I’M a subscriber who hasn’t been enjoying the new ‘Car’ magazine so I welcome the news that there’ll now be a(nother) change of direction.

The idea of a magazine built around passionate drive stories with great photos is a good one. But it’s something Evo has been doing brilliantly for a while – and why I also subscribe to that. Evo also recognises that buyers’ budgets aren’t limitless and that at any price point buying used, or even a classic, can make as much sense as new. (very austin-rover.co.uk!)

I take Car for the news, industry scoops and analysis – which it has always done well – and a wider range of metal than the drivers’ cars in Evo in road tests and first drives. Some recent issues have had few if any of the latter two categories of article!

I look forward to further evolution.

BENJAMIN FULLER

I HAVE every copy since July 1967 – my first was the March 1967 issue featuring LJKS quoting passages from the bible for the Lamborghini Marzal Geneva Show concept car, prototype for the Espada.

I am still a subscriber, but now wonder if the mag will run to the end of my sub! The two recent makeovers have been terrible. I too like a regular-sized mag and agree that resizing has been a big mistake – maybe next it will be triangular to get that standout on the shelves at W H Smith?
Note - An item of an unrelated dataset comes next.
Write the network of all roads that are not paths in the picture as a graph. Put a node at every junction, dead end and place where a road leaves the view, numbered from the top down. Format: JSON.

And the content is becoming all style without the substance – even more a glossy book for the coffee table rather than a good read for the car enthusiast.

JOHN DALTON

HERE in the States, two magazines nourished my love for British cars in the 1980s and ’90s more than any other, Classic & Sportscar and CAR.
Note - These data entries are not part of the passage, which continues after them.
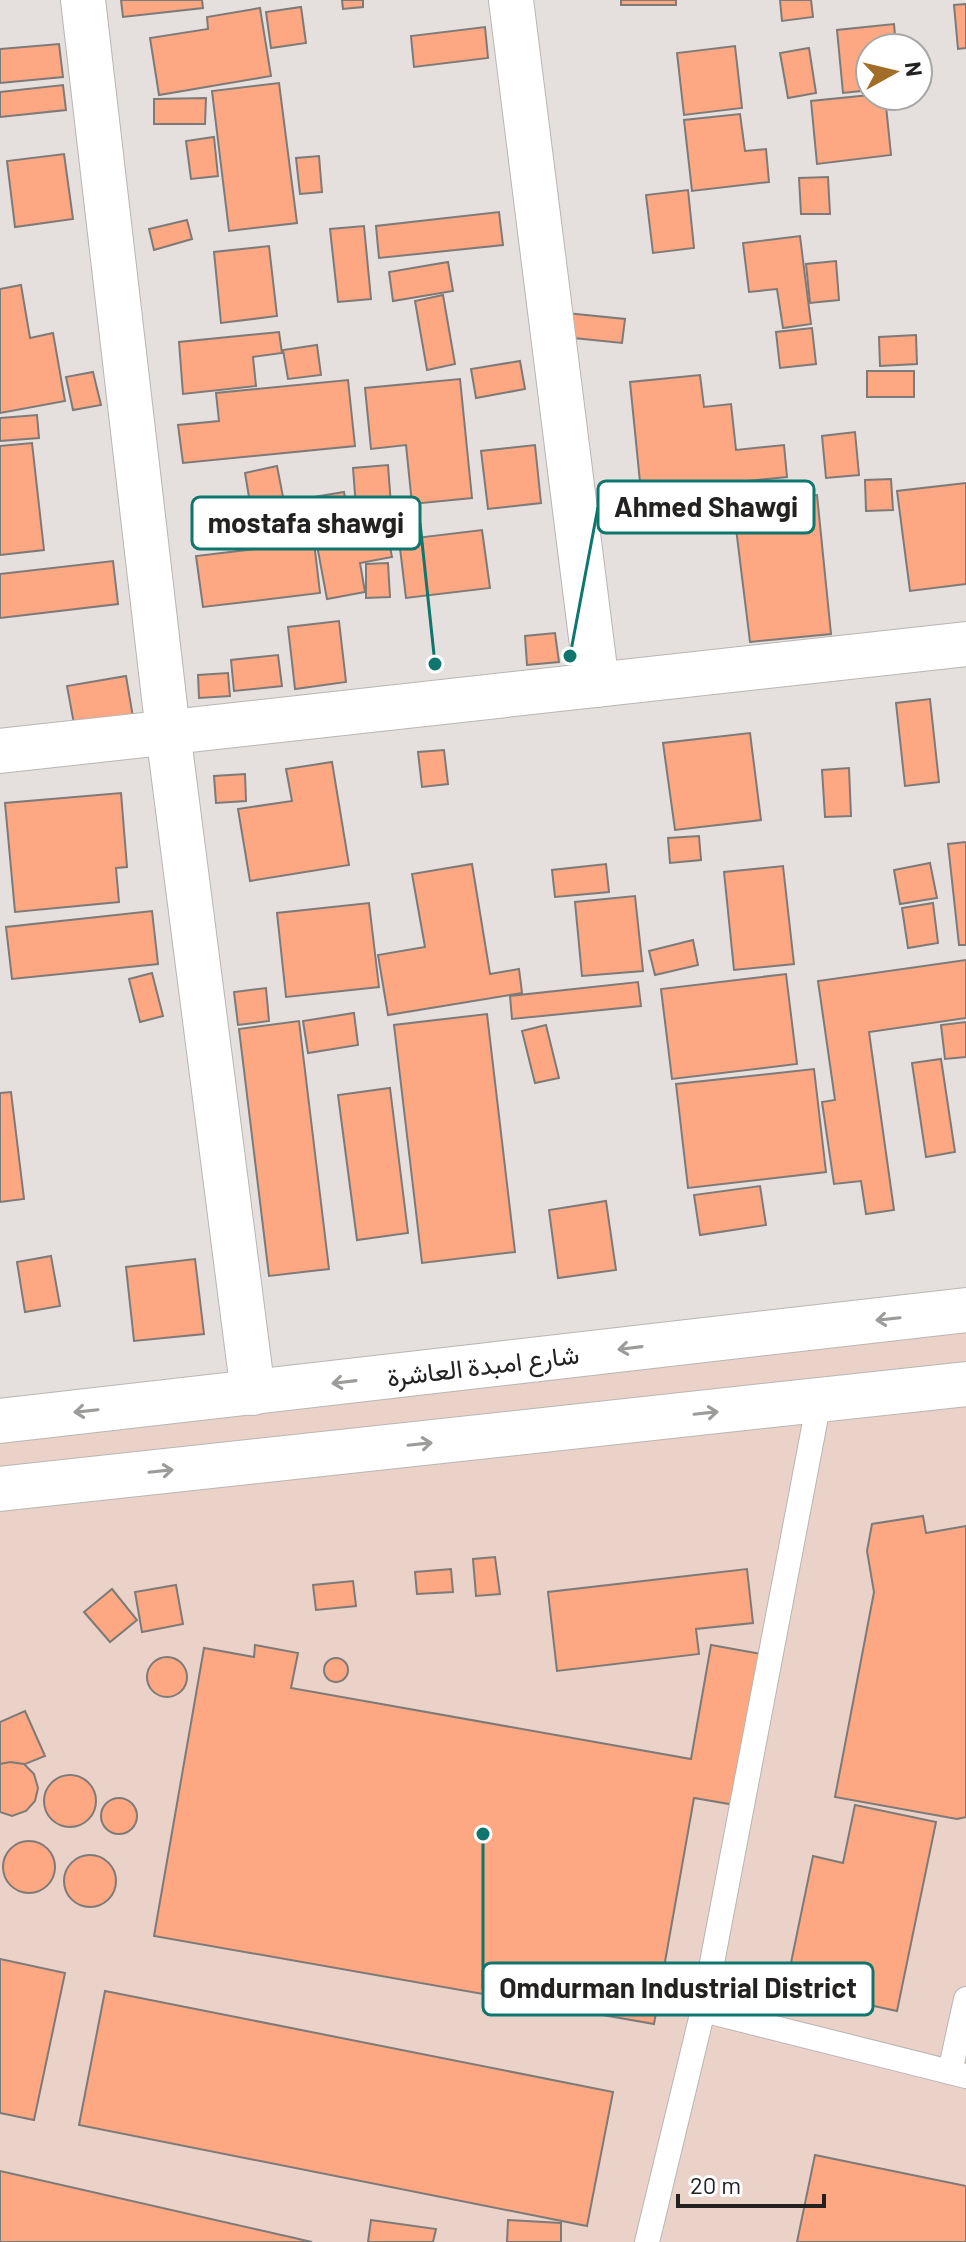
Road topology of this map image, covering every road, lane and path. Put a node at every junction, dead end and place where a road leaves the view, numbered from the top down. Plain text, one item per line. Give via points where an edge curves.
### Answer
1 (83, 0) edge
2 (511, 0) edge
3 (966, 644) edge
4 (597, 685) junction
5 (168, 732) junction
6 (0, 751) edge
7 (966, 1310) edge
8 (966, 1384) edge
9 (253, 1393) junction
10 (819, 1401) junction
11 (0, 1421) edge
12 (0, 1489) edge
13 (966, 1999) edge
14 (703, 2010) junction
15 (958, 2074) edge
16 (647, 2242) edge

1 - 5 street
2 - 4 street
3 - 4 street
4 - 5 street
5 - 6 street
5 - 9 street
7 -> 9 street, شارع امبدة العاشرة
8 - 10 street
9 -> 11 street, شارع امبدة العاشرة
12 -> 10 street
10 - 14 lane
13 - 15 lane
14 - 15 lane
14 - 16 lane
I’ve long felt that CAR is the best automobile magazine in the business. The writing and photography have been without peer. But I fell out of love with CAR because of its treatment of MG Rover when it was struggling. The magazine could have found ways to report honestly about MGRs struggles without sensationalizing the events. It could have found positive stories to write about the hardworking, talented and honest people who worked there.
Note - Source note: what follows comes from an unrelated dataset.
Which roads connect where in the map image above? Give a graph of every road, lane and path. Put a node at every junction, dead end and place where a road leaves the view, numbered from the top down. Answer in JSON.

I am not suggesting that CAR should have been MGR’s PR firm, but I do think that it should have given the company more sympathetic coverage in light of its plight and the thousands of jobs at stake. CAR is poorer for not having MGR products to write about any longer.

Another reason that I now only thumb through CAR at the bookstore is that it costs $11 per copy here in the States. That’s too much money for something you can get free on the Internet.

RICHARD TRUETT
Detroit, Michigan

I HADN’T realised how many people out there cared about CAR the way I do. I’ve been reading it (sometimes subscribing) since 1976 – the first issue I had had the SD1 scoop on the cover and only getting rid of them whenever I moved house. I’ve got the November issue but I’m saving it for that Friday night glass of port moment – I hope it’s not the last.

It is a very different magazine from that of the 1970s and early 1980s – partly because the writers and personalities are so different, partly because standards of other magazines and our expectations have risen and partly because CAR started to believe some of its own publicity (witness the www.sniffpetrol.com content). It also, crucially, ceased to be the irreverent and disrespectful. CAR is, at least was, and should be a motoring/car led product and we trusted what was being written about the ordinary nature and plain inadequacy (“England expects but Austin Rover fails to deliver”, Oct 1986, anyone?) of many cars because we knew the person writing it (Setright, Fraser, Nichols, Bishop, Llewelyn, Green, Cropley, Bremner….) had established their credentials with us.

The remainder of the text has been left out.